16. What are the optical and physical properties of flax fibers (linen)?
- What Shroud image properties have been observed objectively by scientific methods?
- Can the presence of a "bioplastic polymer" coating anywhere on the Turin Shroud be confirmed? Could it affect the radiocarbon age determination?
- Could a "bioplastic polymer" affect the radiocarbon age of the Shroud of Turin?
- How do you know that the image on the Shroud of Turin was not painted?
- How do you know that there is real blood on the Shroud?
- How do you know that the image was not produced by radiation?
- How do you know that the image was not a scorch? How do you know that most of the Shroud had not been heated enough to start decomposition?
- How do you know that the radiocarbon sample was not valid for dating the Shroud of Turin?
- How do you know that the fire of AD 1532 did not start a long-term autocatalytic decomposition of the Turin Shroud?
- Why are there bands of different colored linen throughout the Shroud, and what do they prove about image formation mechanisms?
- How fast does cellulose (linen) decompose (produce a color) compared with the impurities found on the Shroud of Turin?
- How is it possible to get image only on the topmost surface of the cloth of the Turin Shroud?
- Can some simple, natural process explain a doubly-superficial image?
- How fast does a human body begin to decompose, and what are the products?
- How do you know that the flax fibers were not involved in image formation?
- Are there any other ways than radiocarbon to date the Shroud of Turin?
- What could be observed about image properties by looking at the damage from the fire of 1532?
- What options for future scientific study of the Shroud's history and image were lost as a result of the "restoration" of 2002?
Answer to # 16:
Flax fibers look like small lengths of bamboo under a microscope.
The gross internal composition of a flax fiber is shown in the figure (after Cardamone).

The cellulose molecules in flax fibers are folded back and forth in a fairly regular arrangement, and they show the properties of crystallinity. The fibers are composed of closely packed "ultimate cells" of the fibrillar structure that are cemented together with holocellulose and lignin. You can see the ultimate cells under a microscope, and abraded fibers often show ultimate cells sticking away from the surface. These were the structures that were mistaken for "filamentous bacteria" by Garza-Valdes.
When you rotate the stage of a petrographic microscope with crossed polarizers while looking at a flax fiber, straight lengths change from black to colored every 45?. The fiber is birefringent and has an ordered structure. Most of the cellulose of the fibers is in a crystalline structure. In structures like flax, it is called a "fibrillar" structure.
McCrone ignored our agreements for work on the STURP sampling tapes: he stuck them all down to microscope slides. This made observations much harder; however, flax and cotton fibers can still be distinguished by their indexes of refraction.

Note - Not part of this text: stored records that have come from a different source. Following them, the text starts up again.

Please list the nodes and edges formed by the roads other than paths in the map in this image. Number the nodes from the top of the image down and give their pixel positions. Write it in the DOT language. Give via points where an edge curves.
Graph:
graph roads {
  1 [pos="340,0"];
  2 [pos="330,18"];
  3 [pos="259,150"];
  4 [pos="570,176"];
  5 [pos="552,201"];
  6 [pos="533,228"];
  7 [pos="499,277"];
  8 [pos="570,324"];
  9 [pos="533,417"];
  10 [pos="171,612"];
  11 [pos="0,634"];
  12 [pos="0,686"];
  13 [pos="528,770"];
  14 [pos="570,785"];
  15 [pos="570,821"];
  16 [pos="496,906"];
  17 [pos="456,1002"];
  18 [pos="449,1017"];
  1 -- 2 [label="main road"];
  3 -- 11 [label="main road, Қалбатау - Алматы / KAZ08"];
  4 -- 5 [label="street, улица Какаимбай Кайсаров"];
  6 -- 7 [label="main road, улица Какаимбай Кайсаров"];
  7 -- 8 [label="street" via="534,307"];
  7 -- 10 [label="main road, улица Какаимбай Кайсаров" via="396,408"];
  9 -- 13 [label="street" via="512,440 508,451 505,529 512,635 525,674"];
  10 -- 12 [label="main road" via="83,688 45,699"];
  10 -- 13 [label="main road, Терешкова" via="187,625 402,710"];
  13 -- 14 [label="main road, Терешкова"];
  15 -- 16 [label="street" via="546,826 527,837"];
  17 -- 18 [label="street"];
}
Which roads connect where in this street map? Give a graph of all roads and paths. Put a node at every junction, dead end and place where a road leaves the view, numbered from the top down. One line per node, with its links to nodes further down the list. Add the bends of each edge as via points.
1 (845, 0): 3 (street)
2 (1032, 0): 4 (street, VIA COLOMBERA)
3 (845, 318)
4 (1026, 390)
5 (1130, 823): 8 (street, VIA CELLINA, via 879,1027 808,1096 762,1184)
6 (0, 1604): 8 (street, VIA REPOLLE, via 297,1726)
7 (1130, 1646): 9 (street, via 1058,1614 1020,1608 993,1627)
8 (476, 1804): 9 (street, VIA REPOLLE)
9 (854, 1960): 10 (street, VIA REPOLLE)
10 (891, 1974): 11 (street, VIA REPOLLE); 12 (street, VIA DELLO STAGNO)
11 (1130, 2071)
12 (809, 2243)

Crystallographic observations must be made on the specific fibers that reach extinction at the same angle as the tape (while everything is black). The index of refraction of a normal linen fiber parallel to its length is nearly identical to that of the adhesive on the sampling tapes (it nearly disappears). That index is very close to 1.515. The index across the fiber is appreciably lower than the adhesive. The indexes of refraction and crystallinity of image fibers are identical to unaffected fibers. Bent, crushed, or otherwise damaged fibers show strain dichroism and will give an erroneous index. Most flax fibers show intense birefringence colors when they are viewed at a 45º angle from the plane of polarization of the microscope.
Cotton has a low birefringence, usually appearing white (first-order white), and it is a thin, wide tape that shows periodic reversals (twists).